GOAL OF THE EXERCISE: Your answer should consist of the lines in the data below that contain "position".

(Saved entries)
————
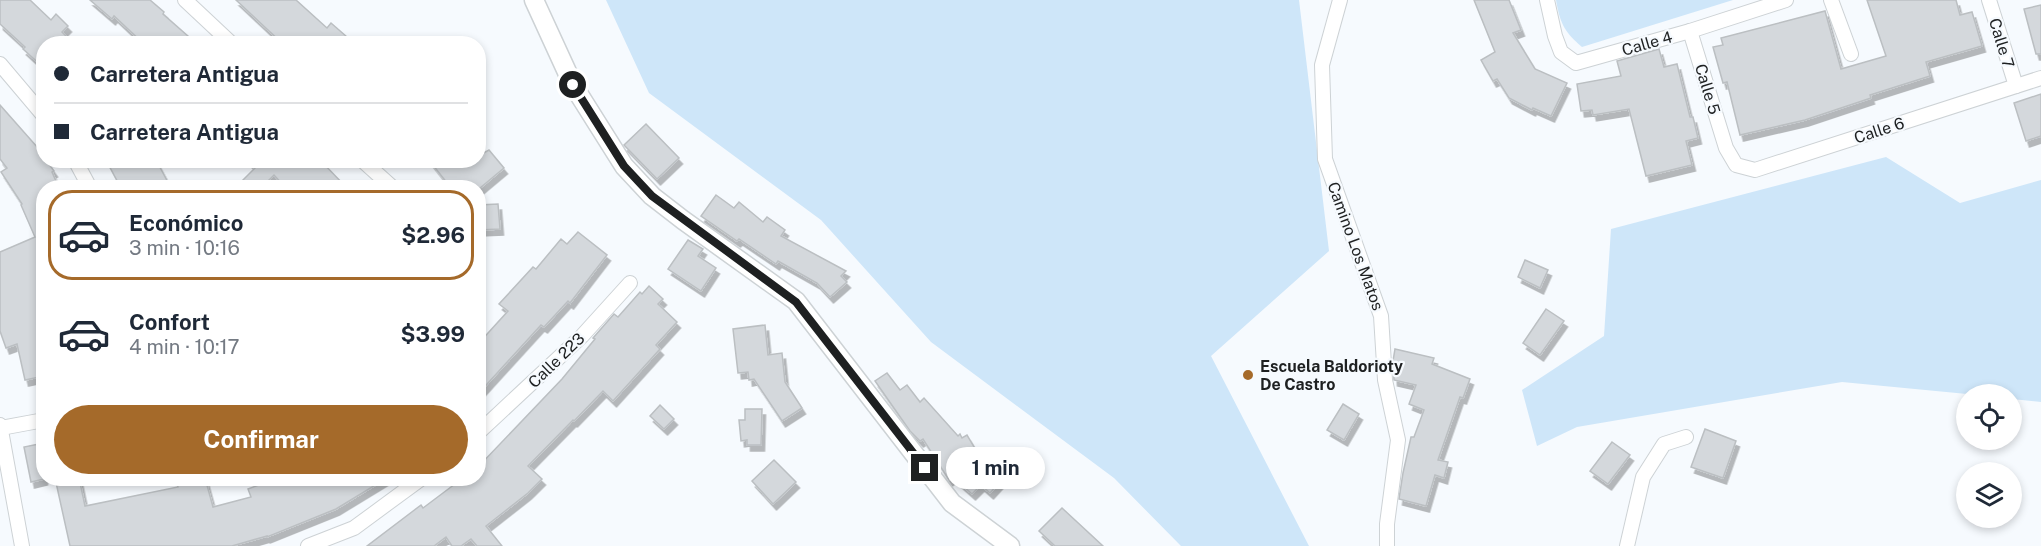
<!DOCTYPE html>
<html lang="es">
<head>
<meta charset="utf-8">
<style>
	body { margin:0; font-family:"Public Sans",sans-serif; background:#f6f6f7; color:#1f2937; height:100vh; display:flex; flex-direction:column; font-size:22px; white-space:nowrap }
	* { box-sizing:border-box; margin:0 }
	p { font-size:20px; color:#747a83 }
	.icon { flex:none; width:33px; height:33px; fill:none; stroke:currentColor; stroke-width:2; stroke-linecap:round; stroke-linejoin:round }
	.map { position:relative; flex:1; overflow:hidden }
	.side { position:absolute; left:36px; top:180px; width:450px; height:306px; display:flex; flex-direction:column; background:#fff; border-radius:24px; box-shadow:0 3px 9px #0003 }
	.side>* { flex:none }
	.guide { position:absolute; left:36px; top:36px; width:450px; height:132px; border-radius:24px; box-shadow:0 3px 9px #0003; display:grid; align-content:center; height:132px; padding:0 18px; background:#fff }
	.buttons { position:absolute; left:1956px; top:384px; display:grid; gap:12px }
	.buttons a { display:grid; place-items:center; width:66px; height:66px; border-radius:50%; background:#fff; box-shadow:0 3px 9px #0003; font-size:30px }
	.end { position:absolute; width:27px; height:27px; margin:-14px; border:8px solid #1e2021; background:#fff; box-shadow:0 0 0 3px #fff }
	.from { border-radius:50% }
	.bubble { position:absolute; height:42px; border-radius:21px; background:#fff; box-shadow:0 3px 9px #0003; font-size:20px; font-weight:700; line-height:42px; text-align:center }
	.guide b { display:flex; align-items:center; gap:21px; height:57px; font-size:22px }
	.guide b+b { border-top:2px solid #e0e1e3 }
	.guide i { width:15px; height:15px; background:#1f2937 }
	ul { padding:10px 0 0; list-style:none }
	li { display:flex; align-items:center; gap:18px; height:90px; margin:0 12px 9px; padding:0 6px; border:3px solid transparent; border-radius:24px }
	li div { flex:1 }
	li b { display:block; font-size:22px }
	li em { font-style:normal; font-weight:700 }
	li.current { border-color:#a56a2a }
	li>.icon { width:54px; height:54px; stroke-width:1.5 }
	.primary-button { display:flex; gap:12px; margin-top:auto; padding:12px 18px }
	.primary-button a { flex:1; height:69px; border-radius:36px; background:#a56a2a; color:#fff; font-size:24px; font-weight:700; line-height:69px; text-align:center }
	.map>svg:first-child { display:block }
</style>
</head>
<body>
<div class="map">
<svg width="2041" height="546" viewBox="0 0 2041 546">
	<defs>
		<filter id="shadow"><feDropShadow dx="3.5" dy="6" stdDeviation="0" flood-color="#0004"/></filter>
	</defs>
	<rect width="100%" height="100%" fill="#f6fafe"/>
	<!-- green -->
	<g fill="#cee6f9">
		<path d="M606,0h693l30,251 -118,105 98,190h-128l-67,-68 -183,-136 -110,-122 -172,-127z"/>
		<path d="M1556,0h177l-151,47c-18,-15 -22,-24 -26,-47z"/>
		<path d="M1886,157l74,46 81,-23v222l-29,-3v-5h-45l-125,-12 -265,45 -40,19 -15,-56 82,-54 7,-107z"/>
	</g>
	<!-- building -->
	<g fill="#d4d8dc" stroke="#bbbfc2" stroke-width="1.5" filter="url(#shadow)">
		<path d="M0,0h30l21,20 5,-6 12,12 -6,6 12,12h-30v24l-21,-19 2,-2 -25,-23z"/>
		<path d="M90,0h60l14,12 -1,2 34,30h-53l-30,-28 -2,3z"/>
		<path d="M236,0h60l31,28 4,-5 24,21h-72z"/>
		<path d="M1474,0h35l12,30 -8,3 22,36 32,14 -16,33 -18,-8 -1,2 -23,-12 -12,-19 -4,2 -12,-21 14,-8z"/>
		<path d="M1867,0h89l4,15 12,-3 10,34 -56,16 4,14 -60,19 1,3 -66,22 -65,15 -13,-53 -4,1 -10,-36 10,-2 -2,-7 104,-27 16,58 45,-13z"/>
		<path d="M2041,5v49h-5l-12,-45z"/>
		<path d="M1659,49l5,18 13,-3 13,53h3l5,21 -12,3 6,24 -46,11 -17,-67 -36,6 -1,-5 -11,1 -4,-27 44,-8 -4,-15z"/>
		<path d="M2041,94v42l-15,5 -12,-38z"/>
		<path d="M0,105l38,43 6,8v4h2l8,11 -2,1 7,16h-15v188l-19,4 -8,-36 -11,4 -6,-17v-79l35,-15 -14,-32 1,-1 -21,-32 6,-4 -7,-9z"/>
		<path d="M646,124l33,34 -22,21 -33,-34z"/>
		<path d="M489,150l15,18 -24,20h-29l-22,-28h49v-4z"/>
		<path d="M106,160h50l15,28h-50z"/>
		<path d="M247,160h73l27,28h-61l-12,-13 -13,13h-26l20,-20z"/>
		<path d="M716,195l18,13 5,-6 24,20 4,-5 18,13 -4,6 65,35 -5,5 6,6 -17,15 -13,-14 -39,-22 -2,3 -37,-25 -2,2 -36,-25z"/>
		<path d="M498,204l2,25 -22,1v-25z"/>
		<path d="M578,232l29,23 -37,48 -2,-2 -24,26 -3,-2 -63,69v-50l30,-33 -9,-7 34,-37 3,2 25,-30 6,5z"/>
		<path d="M688,240l15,9 -5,7 18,12 -15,23 -33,-22z"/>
		<path d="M1525,260l23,10 -8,18 -22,-11z"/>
		<path d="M649,286l14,13 -5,5 19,18 -21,23 4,4 -47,52 -10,-10 -29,30 -1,-1 -45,46 14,13 -14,14 -42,33 16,20h-25l-6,-7 -10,7h-9l-6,-9 -12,9h-67l54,-41 2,3 40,-30h15v-11l84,-88 33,-40 -2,-1 21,-24 4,3 22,-25 2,2z"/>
		<path d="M1546,309l18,12 -24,34 -17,-12z"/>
		<path d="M765,325l3,30 14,-2 3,29 17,26 -20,13 -28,-42 -5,1 -1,-8 -10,1 -5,-44z"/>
		<path d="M1395,349l39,9 -2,6 38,15 -7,19 -3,-1 -22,63 10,2 -4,16 -9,-3 -9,31 -27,-7 4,-26 8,-36h3l10,-27 -15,-6 7,-19 -22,-5 -1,-19z"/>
		<path d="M887,373l13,17 7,-5 13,17 4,-4 34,38 2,-2 2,4 5,-3 25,42 7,6 -9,10 -9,-8 -9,9 -19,-17 -4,3 -26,-41 -3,2 -10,-10 -35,-50z"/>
		<path d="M1343,404l16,10 -15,26 -17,-10z"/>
		<path d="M660,405l14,14 -10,10 -14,-13z"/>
		<path d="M745,409h17l-1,36h-14v-5l-6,1 -2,-21h6z"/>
		<path d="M1705,429l31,12 -13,37 -32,-11z"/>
		<path d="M1612,442l18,13 -22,29 -18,-13z"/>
		<path d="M44,443v36l-13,3 -7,-35z"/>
		<path d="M774,460l22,22 -23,22 -21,-23z"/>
		<path d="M55,478h24l6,28 93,-19 -3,-9h30l8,29 38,-10 -3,-8 29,-11h110l-51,31 -69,28v-1l-35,10h-162z"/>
		<path d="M1062,508l41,38h-48l-16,-15z"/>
	</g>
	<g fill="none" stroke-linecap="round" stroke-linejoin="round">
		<defs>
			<g id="minor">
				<path d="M185,0l47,44"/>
				<path d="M1340,0l-18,65 3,94 56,157 4,64 13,60 -11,84v22"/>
				<path d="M1547,0l8,36 6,16 15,11 114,-32 96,-31"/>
				<path d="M1831,0l20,54"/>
				<path d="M1989,0l27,86"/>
				<path d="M1690,31l36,117 10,17 19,5 286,-92"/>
				<path d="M0,64l44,52"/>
				<path d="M75,160l15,28"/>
				<path d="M362,160l31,28"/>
				<path d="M0,425l22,121"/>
				<path d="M1,428l43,-8"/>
				<path d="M478,433l104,-97 48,-53"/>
				<path d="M308,546l46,-18 68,-50"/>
				<path d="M1627,546l16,-69 21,-33 22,-7"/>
			</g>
			<path id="tertiary" d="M534,0l39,85 51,81 28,30 31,24 113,81 156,202 58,43"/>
		</defs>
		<!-- minor casing -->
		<use href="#minor" stroke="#cdd2d5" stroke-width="16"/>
		<!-- tertiary casing -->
		<use href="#tertiary" stroke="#cdd2d5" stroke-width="21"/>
		<!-- minor -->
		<use href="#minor" stroke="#fff" stroke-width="14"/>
		<!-- tertiary -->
		<use href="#tertiary" stroke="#fff" stroke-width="18"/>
	</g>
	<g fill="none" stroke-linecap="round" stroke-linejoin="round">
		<!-- route -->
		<path stroke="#1e2021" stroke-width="8" d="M573,85l51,81 28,30 144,106 129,166"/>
	</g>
	<!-- markers -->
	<circle fill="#a56a2a" stroke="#f6fafe" stroke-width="2" cx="1248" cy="375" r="6"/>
	<g text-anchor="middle" stroke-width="4.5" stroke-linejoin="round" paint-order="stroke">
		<!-- street labels -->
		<g font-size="16" fill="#1e2021" stroke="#f6fafe">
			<text transform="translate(1647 43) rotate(-16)" y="6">Calle 4</text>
			<text transform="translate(2002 43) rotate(73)" y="6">Calle 7</text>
			<text transform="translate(1708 89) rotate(73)" y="6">Calle 5</text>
			<text transform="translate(1879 130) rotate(-18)" y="6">Calle 6</text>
			<text transform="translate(1356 246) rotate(70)" y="6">Camino Los Matos</text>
			<text transform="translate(556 360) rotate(-44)" y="6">Calle 223</text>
		</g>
		<!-- poi labels -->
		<g font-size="16" font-weight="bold" fill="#1e2021" stroke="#f6fafe" text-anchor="start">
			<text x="1260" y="372">Escuela Baldorioty<tspan x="1260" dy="18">De Castro</tspan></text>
		</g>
	</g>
</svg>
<div class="buttons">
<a><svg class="icon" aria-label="locate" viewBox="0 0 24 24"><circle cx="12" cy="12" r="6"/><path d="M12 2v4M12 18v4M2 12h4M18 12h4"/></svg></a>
<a><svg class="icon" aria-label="layers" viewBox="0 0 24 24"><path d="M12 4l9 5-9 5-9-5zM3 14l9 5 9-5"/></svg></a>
</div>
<i class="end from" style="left:573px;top:85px"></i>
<i class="end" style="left:925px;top:468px"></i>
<div class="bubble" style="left:946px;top:447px;width:99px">1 min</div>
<div class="guide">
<b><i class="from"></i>Carretera Antigua</b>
<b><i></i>Carretera Antigua</b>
</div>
<section class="side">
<ul>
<li class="current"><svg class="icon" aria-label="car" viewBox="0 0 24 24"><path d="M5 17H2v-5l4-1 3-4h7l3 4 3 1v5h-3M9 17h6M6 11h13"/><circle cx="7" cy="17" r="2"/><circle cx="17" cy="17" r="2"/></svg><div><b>Económico</b><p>3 min · 10:16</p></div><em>$2.96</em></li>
<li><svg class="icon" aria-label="car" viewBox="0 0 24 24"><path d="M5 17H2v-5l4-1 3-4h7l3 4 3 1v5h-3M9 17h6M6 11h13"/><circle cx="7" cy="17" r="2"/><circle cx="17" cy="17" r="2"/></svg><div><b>Confort</b><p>4 min · 10:17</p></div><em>$3.99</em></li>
</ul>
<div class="primary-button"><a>Confirmar</a></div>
</section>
</div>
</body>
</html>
————
SOLUTION FOR THIS EXERCISE:
	.map { position:relative; flex:1; overflow:hidden }
	.side { position:absolute; left:36px; top:180px; width:450px; height:306px; display:flex; flex-direction:column; background:#fff; border-radius:24px; box-shadow:0 3px 9px #0003 }
	.guide { position:absolute; left:36px; top:36px; width:450px; height:132px; border-radius:24px; box-shadow:0 3px 9px #0003; display:grid; align-content:center; height:132px; padding:0 18px; background:#fff }
	.buttons { position:absolute; left:1956px; top:384px; display:grid; gap:12px }
	.end { position:absolute; width:27px; height:27px; margin:-14px; border:8px solid #1e2021; background:#fff; box-shadow:0 0 0 3px #fff }
	.bubble { position:absolute; height:42px; border-radius:21px; background:#fff; box-shadow:0 3px 9px #0003; font-size:20px; font-weight:700; line-height:42px; text-align:center }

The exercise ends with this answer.